On Thu, Aug 10, 2017 at 8:26 PM, Robert Haas <robertmh...@gmail.com> wrote:

> On Thu, Aug 10, 2017 at 3:47 AM, Rushabh Lathia
> <rushabh.lat...@gmail.com> wrote:
> >> (1) seems like a pretty arbitrary restriction, so I don't like that
> >> option.  (2) would hurt performance in some use cases.  Do we have an
> >> option (3)?
> >
> > How about protecting option 2) with the load-via-partition-root
> protection.
> > Means
> > load the parents information even dump is not set only when
> > load-via-partition-root
> > & ispartition.
> >
> > This won't hurt performance for the normal cases.
>
> Yes, that seems like the right approach.
>
> +        Dump data via the top-most partitioned table (rather than
> partition
> +        table) when dumping data for the partition table.
>
> I think we should phrase this a bit more clearly, something like this:
> When dumping a COPY or INSERT statement for a partitioned table,
> target the root of the partitioning hierarchy which contains it rather
> than the partition itself.  This may be useful when reloading data on
> a server where rows do not always fall into the same partitions as
> they did on the original server.  This could happen, for example, if
> the partitioning column is of type text and the two system have
> different definitions of the collation used to partition the data.
>
>
Done.


> +    printf(_("  --load-via-partition-root    load partition table via
> the root relation\n"));
>
> "relation" seems odd to me here.  root table?
>
>
Done.


>          /* Don't bother computing anything for non-target tables, either
> */
>          if (!tblinfo[i].dobj.dump)
> +        {
> +            /*
> +             * Load the parents information for the partition table when
> +             * the load-via-partition-root option is set.
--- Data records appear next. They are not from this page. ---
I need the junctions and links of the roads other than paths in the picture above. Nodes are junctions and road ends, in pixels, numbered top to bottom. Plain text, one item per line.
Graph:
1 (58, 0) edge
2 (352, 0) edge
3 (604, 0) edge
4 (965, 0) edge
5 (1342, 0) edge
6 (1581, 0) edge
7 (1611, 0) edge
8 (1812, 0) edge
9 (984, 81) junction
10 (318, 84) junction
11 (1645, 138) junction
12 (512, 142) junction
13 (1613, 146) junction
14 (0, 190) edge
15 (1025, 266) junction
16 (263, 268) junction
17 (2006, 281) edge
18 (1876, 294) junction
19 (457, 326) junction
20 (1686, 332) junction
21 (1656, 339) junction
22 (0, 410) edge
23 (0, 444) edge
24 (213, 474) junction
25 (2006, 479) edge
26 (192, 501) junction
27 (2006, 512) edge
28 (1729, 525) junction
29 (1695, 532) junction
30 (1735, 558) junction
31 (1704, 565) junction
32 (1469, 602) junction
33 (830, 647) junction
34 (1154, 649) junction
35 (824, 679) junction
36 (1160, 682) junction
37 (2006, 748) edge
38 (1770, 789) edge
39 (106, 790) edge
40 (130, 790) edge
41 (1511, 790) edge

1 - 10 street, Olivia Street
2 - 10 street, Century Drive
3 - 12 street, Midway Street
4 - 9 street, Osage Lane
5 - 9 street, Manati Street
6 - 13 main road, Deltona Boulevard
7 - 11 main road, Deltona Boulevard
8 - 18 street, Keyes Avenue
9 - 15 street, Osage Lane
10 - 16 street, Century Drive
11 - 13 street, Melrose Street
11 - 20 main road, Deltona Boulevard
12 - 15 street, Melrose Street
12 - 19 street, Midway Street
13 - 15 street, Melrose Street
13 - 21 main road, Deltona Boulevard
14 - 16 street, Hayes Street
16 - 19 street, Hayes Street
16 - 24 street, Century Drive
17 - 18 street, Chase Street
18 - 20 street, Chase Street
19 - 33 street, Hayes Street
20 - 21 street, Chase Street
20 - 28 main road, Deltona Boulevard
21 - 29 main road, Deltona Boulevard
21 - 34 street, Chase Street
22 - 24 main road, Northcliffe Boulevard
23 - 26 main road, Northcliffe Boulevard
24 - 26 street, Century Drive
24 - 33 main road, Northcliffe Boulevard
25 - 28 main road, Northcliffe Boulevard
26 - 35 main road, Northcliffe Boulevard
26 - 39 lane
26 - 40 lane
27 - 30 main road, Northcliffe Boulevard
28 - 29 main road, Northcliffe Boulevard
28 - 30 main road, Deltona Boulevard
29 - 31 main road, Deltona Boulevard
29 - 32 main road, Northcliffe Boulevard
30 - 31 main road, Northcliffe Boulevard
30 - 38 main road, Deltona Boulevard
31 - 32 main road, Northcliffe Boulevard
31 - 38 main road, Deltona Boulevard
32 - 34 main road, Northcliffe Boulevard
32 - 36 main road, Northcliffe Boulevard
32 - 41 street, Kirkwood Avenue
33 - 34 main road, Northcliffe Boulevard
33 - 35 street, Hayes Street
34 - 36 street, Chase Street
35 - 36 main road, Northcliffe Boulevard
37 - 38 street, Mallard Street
As we need the
> +             * parents information to get the partition root.
> +             */
> +            if (dopt->load_via_partition_root &&
> +                tblinfo[i].ispartition)
> +                findParentsByOid(&tblinfo[i], inhinfo, numInherits);
>              continue;
> +        }
>
> Duplicating the call to findParentsByOid seems less then ideal.  How
> about doing something like this:
>
> if (tblinfo[i].dobj.dump)
> {
>     find_parents = true;
>     mark_parents = true;
> }
> else if (dopt->load_via_partition_root && tblinfo[i].ispartition)
>     find_parents = true;
>
> if (find_parents)
>     findParentsByOid(&tblinfo[i], inhinfo, numInherits);
>
> etc.
>
>
Done changes to avoid duplicate call to findParentsByOid().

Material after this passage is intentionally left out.